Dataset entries

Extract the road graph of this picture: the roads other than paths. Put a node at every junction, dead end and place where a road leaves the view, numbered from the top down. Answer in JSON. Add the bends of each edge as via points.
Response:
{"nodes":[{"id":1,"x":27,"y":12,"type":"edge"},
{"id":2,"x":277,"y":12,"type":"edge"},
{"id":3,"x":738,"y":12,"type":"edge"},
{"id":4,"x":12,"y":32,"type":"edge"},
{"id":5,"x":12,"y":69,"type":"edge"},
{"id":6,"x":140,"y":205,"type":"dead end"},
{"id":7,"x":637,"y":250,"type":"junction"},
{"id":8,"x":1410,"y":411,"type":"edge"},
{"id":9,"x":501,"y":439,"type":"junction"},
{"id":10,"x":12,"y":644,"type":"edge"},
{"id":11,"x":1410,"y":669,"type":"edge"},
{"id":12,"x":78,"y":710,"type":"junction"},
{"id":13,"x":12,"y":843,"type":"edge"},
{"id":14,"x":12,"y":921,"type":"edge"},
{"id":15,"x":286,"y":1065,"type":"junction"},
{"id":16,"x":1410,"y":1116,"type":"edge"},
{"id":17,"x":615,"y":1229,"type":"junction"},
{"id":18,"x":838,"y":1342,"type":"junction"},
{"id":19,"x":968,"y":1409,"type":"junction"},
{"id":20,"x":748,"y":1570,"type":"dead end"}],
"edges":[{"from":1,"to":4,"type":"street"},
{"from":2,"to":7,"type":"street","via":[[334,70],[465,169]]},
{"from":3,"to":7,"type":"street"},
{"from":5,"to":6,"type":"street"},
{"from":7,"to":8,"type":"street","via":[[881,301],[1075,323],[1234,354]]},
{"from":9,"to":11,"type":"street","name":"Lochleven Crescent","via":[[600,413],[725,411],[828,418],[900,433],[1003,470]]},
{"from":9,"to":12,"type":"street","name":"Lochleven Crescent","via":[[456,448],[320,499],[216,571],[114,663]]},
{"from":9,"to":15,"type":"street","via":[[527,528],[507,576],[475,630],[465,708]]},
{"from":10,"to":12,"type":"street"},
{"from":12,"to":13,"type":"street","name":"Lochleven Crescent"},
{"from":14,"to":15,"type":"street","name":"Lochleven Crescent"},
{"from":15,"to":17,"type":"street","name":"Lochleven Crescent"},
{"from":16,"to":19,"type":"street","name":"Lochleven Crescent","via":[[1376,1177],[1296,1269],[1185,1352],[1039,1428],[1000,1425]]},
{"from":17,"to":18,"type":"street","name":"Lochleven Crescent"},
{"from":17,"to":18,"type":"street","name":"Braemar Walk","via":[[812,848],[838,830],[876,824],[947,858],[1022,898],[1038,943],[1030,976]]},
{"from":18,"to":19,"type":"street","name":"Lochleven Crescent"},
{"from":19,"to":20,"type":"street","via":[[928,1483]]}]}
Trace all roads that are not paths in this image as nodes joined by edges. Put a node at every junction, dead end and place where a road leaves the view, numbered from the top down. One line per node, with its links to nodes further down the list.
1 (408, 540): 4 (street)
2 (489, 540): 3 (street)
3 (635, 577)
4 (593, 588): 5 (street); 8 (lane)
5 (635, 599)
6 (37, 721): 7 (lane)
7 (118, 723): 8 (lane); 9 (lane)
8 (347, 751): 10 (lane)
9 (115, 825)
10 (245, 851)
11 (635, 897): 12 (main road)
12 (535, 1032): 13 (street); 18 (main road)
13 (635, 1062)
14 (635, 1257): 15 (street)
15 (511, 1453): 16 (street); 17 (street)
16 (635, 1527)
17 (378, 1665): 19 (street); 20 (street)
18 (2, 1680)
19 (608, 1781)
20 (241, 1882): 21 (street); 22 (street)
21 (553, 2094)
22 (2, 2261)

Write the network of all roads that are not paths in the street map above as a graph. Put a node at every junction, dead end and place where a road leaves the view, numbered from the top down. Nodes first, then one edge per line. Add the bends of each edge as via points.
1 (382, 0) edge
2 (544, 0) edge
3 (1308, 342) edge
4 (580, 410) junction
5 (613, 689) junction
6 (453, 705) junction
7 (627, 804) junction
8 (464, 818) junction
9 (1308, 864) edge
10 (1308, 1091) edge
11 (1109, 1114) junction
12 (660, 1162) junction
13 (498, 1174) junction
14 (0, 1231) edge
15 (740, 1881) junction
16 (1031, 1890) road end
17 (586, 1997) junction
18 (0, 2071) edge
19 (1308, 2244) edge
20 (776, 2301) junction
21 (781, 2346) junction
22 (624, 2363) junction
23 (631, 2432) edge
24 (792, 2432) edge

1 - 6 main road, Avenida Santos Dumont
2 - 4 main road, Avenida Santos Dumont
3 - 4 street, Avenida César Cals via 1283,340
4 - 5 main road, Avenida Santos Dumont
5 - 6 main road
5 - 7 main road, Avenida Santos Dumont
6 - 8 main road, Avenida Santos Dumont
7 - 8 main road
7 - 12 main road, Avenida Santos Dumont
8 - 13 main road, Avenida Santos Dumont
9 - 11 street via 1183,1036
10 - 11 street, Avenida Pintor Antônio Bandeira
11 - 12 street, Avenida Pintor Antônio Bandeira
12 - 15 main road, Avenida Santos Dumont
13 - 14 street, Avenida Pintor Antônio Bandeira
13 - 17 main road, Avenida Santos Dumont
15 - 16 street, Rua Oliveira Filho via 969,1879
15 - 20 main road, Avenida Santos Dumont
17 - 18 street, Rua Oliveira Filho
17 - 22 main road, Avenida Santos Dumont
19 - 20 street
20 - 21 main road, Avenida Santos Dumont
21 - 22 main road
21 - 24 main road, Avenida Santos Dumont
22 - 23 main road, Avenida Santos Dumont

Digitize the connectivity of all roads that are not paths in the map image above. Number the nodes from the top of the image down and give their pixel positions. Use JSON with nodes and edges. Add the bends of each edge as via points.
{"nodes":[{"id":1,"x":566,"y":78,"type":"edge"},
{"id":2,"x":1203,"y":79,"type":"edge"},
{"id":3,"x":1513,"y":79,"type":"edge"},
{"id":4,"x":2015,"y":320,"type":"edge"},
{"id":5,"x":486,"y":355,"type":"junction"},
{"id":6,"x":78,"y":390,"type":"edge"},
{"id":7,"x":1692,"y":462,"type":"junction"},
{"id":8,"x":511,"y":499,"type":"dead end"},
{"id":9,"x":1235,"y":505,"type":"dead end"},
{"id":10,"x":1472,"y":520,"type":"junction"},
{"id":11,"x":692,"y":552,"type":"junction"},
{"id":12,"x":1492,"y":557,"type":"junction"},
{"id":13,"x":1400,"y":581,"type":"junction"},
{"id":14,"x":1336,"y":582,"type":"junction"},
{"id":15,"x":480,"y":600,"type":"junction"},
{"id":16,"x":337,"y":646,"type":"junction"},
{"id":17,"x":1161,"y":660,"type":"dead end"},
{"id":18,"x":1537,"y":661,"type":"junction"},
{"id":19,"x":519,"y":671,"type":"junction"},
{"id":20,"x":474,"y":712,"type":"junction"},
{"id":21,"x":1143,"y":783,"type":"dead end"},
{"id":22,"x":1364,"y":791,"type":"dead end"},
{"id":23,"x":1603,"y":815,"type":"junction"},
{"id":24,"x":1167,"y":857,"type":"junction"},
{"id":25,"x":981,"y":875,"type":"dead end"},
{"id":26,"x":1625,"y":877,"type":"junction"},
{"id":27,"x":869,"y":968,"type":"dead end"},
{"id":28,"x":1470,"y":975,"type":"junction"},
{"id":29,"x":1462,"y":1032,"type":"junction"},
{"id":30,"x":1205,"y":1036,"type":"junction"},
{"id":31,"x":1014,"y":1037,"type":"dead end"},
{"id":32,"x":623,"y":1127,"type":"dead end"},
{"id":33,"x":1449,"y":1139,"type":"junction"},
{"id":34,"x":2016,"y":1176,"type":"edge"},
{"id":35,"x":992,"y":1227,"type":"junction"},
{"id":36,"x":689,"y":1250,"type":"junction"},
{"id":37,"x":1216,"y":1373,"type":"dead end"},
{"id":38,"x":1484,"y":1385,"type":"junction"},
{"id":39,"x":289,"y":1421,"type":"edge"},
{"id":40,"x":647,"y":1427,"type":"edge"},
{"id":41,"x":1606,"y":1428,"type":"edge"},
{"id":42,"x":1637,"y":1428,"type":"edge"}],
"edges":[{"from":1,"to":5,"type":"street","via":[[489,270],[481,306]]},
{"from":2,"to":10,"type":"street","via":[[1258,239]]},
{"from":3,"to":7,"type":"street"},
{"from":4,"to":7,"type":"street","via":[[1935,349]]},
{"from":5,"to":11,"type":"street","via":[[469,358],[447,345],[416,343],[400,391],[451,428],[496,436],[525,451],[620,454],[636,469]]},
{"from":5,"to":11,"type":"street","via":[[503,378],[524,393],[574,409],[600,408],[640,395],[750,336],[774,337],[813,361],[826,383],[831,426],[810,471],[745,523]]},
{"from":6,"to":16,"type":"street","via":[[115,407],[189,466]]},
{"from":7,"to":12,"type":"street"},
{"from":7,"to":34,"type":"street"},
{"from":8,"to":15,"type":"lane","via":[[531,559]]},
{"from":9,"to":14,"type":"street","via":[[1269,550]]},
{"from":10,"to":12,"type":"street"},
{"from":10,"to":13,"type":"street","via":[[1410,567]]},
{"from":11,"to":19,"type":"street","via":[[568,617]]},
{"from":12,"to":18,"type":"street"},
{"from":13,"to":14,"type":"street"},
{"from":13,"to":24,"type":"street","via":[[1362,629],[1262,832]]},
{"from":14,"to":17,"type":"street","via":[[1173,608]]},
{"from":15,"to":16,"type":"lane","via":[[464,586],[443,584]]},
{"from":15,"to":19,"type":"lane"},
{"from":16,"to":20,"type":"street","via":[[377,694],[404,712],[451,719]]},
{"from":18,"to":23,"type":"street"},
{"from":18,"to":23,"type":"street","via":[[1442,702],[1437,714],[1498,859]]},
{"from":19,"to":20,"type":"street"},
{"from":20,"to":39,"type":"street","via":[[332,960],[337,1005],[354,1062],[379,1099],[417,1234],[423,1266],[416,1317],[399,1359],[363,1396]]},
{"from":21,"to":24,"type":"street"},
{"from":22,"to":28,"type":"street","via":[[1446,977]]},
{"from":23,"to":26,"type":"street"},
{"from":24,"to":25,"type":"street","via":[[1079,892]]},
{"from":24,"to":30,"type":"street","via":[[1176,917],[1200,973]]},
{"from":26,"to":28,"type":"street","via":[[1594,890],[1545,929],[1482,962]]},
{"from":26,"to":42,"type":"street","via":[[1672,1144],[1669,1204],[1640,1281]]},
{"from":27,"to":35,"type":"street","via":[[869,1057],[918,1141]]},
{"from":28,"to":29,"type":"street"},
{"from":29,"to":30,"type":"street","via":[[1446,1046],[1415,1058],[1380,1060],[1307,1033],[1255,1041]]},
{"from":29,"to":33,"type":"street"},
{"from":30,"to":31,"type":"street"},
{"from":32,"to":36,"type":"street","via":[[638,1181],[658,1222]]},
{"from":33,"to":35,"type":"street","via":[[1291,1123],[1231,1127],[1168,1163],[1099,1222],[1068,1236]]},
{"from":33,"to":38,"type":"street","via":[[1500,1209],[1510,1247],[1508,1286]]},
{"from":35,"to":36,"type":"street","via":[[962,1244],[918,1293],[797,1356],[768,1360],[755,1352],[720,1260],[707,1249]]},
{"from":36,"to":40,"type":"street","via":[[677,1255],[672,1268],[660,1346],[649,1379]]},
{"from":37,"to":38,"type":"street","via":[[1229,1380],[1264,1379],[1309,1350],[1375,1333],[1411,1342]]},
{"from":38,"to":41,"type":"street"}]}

> Task
How many lines above contain the word "Antônio"? Answer with the number alone.

> Completed task
3